▶ _Supplied data_:
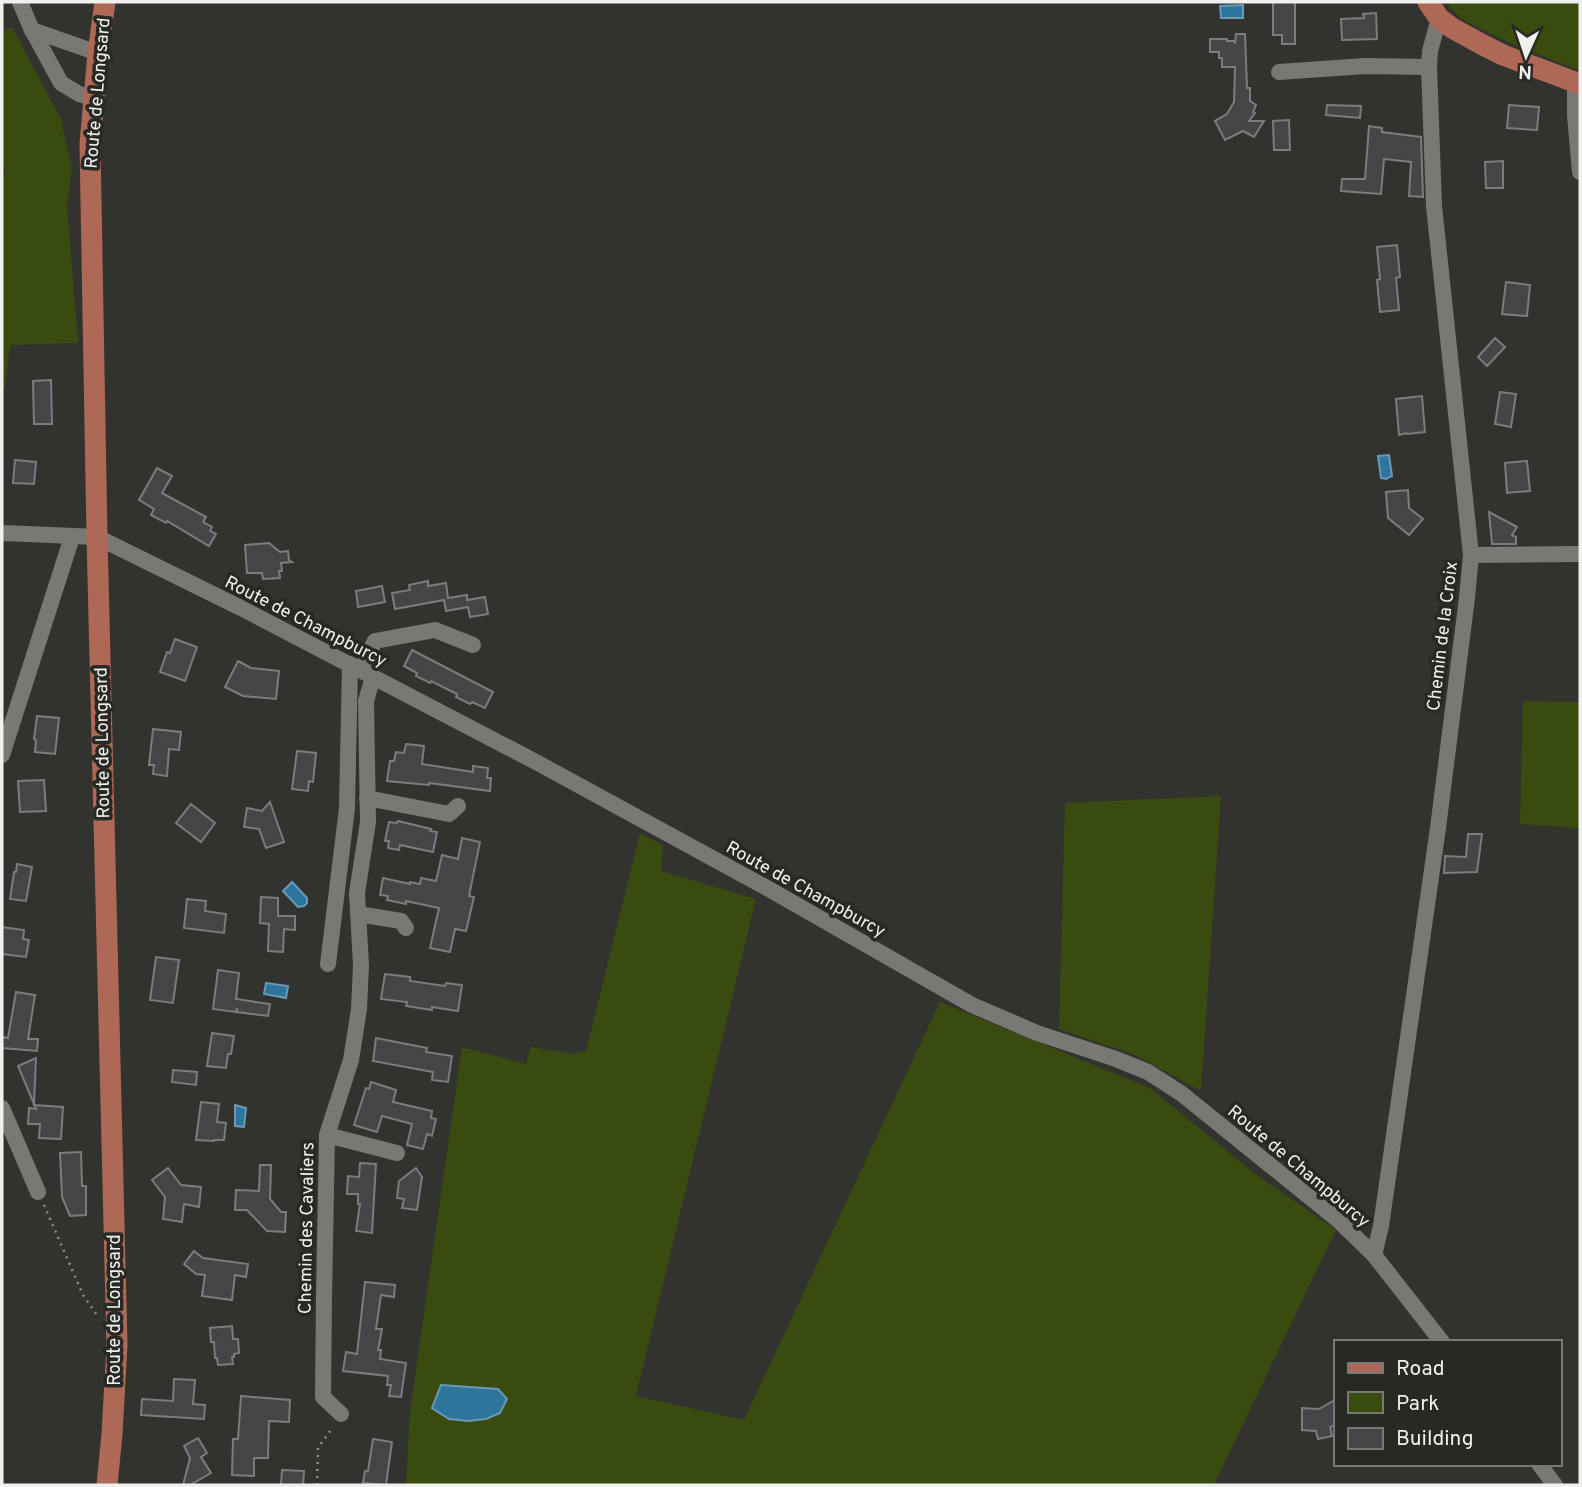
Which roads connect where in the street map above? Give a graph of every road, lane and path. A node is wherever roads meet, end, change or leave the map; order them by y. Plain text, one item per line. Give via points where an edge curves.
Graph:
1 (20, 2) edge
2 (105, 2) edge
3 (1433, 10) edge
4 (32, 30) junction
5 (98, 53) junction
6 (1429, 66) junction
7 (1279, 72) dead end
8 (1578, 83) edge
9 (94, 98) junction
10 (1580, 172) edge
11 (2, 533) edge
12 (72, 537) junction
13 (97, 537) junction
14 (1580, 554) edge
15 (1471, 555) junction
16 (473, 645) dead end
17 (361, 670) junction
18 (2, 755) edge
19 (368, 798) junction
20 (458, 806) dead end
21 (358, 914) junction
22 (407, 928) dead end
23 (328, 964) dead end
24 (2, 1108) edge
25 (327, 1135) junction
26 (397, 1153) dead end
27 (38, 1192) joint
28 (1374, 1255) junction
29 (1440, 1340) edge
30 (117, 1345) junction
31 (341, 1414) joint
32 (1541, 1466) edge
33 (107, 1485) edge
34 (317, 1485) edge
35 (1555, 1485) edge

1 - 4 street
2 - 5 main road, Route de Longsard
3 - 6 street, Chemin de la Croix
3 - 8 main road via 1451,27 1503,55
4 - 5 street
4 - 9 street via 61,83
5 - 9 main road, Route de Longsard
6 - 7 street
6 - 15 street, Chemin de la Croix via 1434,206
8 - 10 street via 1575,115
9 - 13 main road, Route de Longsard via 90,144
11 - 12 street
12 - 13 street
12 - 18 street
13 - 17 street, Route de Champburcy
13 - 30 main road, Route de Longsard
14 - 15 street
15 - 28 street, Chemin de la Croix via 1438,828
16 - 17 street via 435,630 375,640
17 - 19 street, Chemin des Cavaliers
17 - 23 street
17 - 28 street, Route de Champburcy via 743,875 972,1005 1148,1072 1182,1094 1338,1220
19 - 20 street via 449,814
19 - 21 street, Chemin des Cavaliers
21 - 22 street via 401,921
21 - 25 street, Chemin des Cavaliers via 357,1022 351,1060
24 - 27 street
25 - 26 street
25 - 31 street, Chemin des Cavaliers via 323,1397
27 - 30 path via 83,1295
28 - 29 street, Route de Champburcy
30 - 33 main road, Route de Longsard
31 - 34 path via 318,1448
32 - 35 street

▶ _What to produce_: Write out the data above in full and exactly, but without the pictures.

▶ _Solution for this problem_:
Which roads connect where in the street map above? Give a graph of every road, lane and path. A node is wherever roads meet, end, change or leave the map; order them by y. Plain text, one item per line. Give via points where an edge curves.
Graph:
1 (20, 2) edge
2 (105, 2) edge
3 (1433, 10) edge
4 (32, 30) junction
5 (98, 53) junction
6 (1429, 66) junction
7 (1279, 72) dead end
8 (1578, 83) edge
9 (94, 98) junction
10 (1580, 172) edge
11 (2, 533) edge
12 (72, 537) junction
13 (97, 537) junction
14 (1580, 554) edge
15 (1471, 555) junction
16 (473, 645) dead end
17 (361, 670) junction
18 (2, 755) edge
19 (368, 798) junction
20 (458, 806) dead end
21 (358, 914) junction
22 (407, 928) dead end
23 (328, 964) dead end
24 (2, 1108) edge
25 (327, 1135) junction
26 (397, 1153) dead end
27 (38, 1192) joint
28 (1374, 1255) junction
29 (1440, 1340) edge
30 (117, 1345) junction
31 (341, 1414) joint
32 (1541, 1466) edge
33 (107, 1485) edge
34 (317, 1485) edge
35 (1555, 1485) edge

1 - 4 street
2 - 5 main road, Route de Longsard
3 - 6 street, Chemin de la Croix
3 - 8 main road via 1451,27 1503,55
4 - 5 street
4 - 9 street via 61,83
5 - 9 main road, Route de Longsard
6 - 7 street
6 - 15 street, Chemin de la Croix via 1434,206
8 - 10 street via 1575,115
9 - 13 main road, Route de Longsard via 90,144
11 - 12 street
12 - 13 street
12 - 18 street
13 - 17 street, Route de Champburcy
13 - 30 main road, Route de Longsard
14 - 15 street
15 - 28 street, Chemin de la Croix via 1438,828
16 - 17 street via 435,630 375,640
17 - 19 street, Chemin des Cavaliers
17 - 23 street
17 - 28 street, Route de Champburcy via 743,875 972,1005 1148,1072 1182,1094 1338,1220
19 - 20 street via 449,814
19 - 21 street, Chemin des Cavaliers
21 - 22 street via 401,921
21 - 25 street, Chemin des Cavaliers via 357,1022 351,1060
24 - 27 street
25 - 26 street
25 - 31 street, Chemin des Cavaliers via 323,1397
27 - 30 path via 83,1295
28 - 29 street, Route de Champburcy
30 - 33 main road, Route de Longsard
31 - 34 path via 318,1448
32 - 35 street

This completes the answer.